Hardness results for coloring 3-colorable 3-uniform hypergraphs

In this paper, we consider the problem of coloring a 3-colorable 3-uniform hypergraph. In the minimization version of this problem, given a 3-colorable 3-uniform hypergraph, one seeks an algorithm to color the hypergraph with as few colors as possible. We show that it is NP-hard to color a 3-colorable 3-uniform hypergraph with constantly many colors. In fact, we show a stronger result that it is NP-hard to distinguish whether a 3-uniform hypergraph with n vertices is 3-colorable or it contains no independent set of size deltan for an arbitrarily small constant delta > 0. In the maximization version of the problem, given a 3-uniform hypergraph, the goal is to color the vertices with 3 colors so as to maximize the number of non-monochromatic edges. We show that it is NP-hard to distinguish whether a 3-uniform hypergraph is 3-colorable or any coloring of the vertices with 3 colors has at most (8)/(9) + epsilon fraction of the edges non-monochromatic where delta > 0 is an arbitrarily small constant.

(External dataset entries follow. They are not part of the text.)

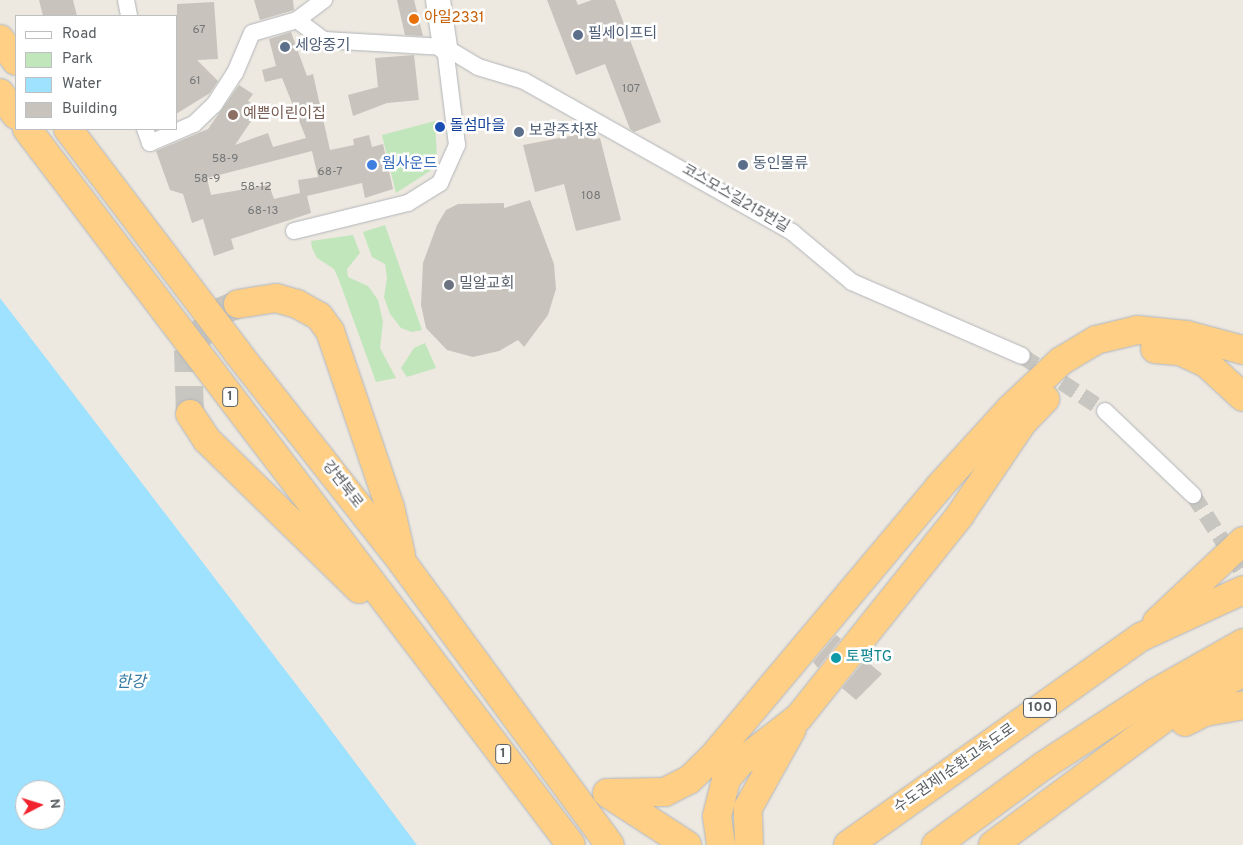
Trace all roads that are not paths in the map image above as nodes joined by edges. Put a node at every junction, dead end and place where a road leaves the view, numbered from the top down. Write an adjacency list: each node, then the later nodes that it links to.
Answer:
1 (126, 0): 4 (street)
2 (324, 0): 5 (street)
3 (438, 0): 7 (street)
4 (129, 15)
5 (297, 20): 7 (street, 코스모스길215번길); 13 (street)
6 (0, 40): 8 (highway)
7 (445, 47): 14 (street); 17 (street, 코스모스길215번길)
8 (15, 60)
9 (0, 93): 10 (highway)
10 (15, 114)
11 (28, 130): 27 (highway, 1)
12 (69, 130): 23 (highway, 강변북로 / 1)
13 (145, 130)
14 (294, 231)
15 (238, 304): 23 (highway)
16 (1243, 350): 32 (highway)
17 (1022, 356)
18 (1243, 397): 30 (highway)
19 (1105, 410): 21 (street)
20 (190, 414): 27 (highway)
21 (1193, 495)
22 (1243, 541): 25 (highway)
23 (402, 562): 31 (highway, 강변북로 / 1)
24 (1243, 590): 25 (highway, 수도권제1순환고속도로 / 100)
25 (1141, 637): 39 (highway, 수도권제1순환고속도로 / 100)
26 (1243, 643): 40 (highway)
27 (434, 664): 34 (highway, 1)
28 (1243, 672): 33 (highway)
29 (1243, 705): 33 (highway)
30 (799, 717): 37 (highway); 38 (highway)
31 (555, 772): 32 (highway); 35 (highway, 강변북로 / 1)
32 (607, 793): 36 (highway)
33 (1050, 801): 41 (highway)
34 (572, 845)
35 (610, 845)
36 (687, 845)
37 (721, 845)
38 (749, 845)
39 (848, 845)
40 (936, 845)
41 (993, 845)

This result is tight since assigning a random color independently to every vertex makes (8)/(9) fraction of the edges non-monochromatic. These results are obtained via a new construction of a probabilistically checkable proof system (PCP) for NP We develop a new construction of the PCP Outer Verifier. An important feature of this construction is smoothening of the projection maps. Dinur, Regev and Smyth [6] independently showed that it is NP-hard to color a 2-colorable 3-uniform hypergraph with constantly many colors. In the "good case", the hypergraph they construct is 2-colorable and hence their result is stronger In the "bad case" however, the hypergraph we construct has a stronger property, namely, it does not even contain an independent set of size deltan.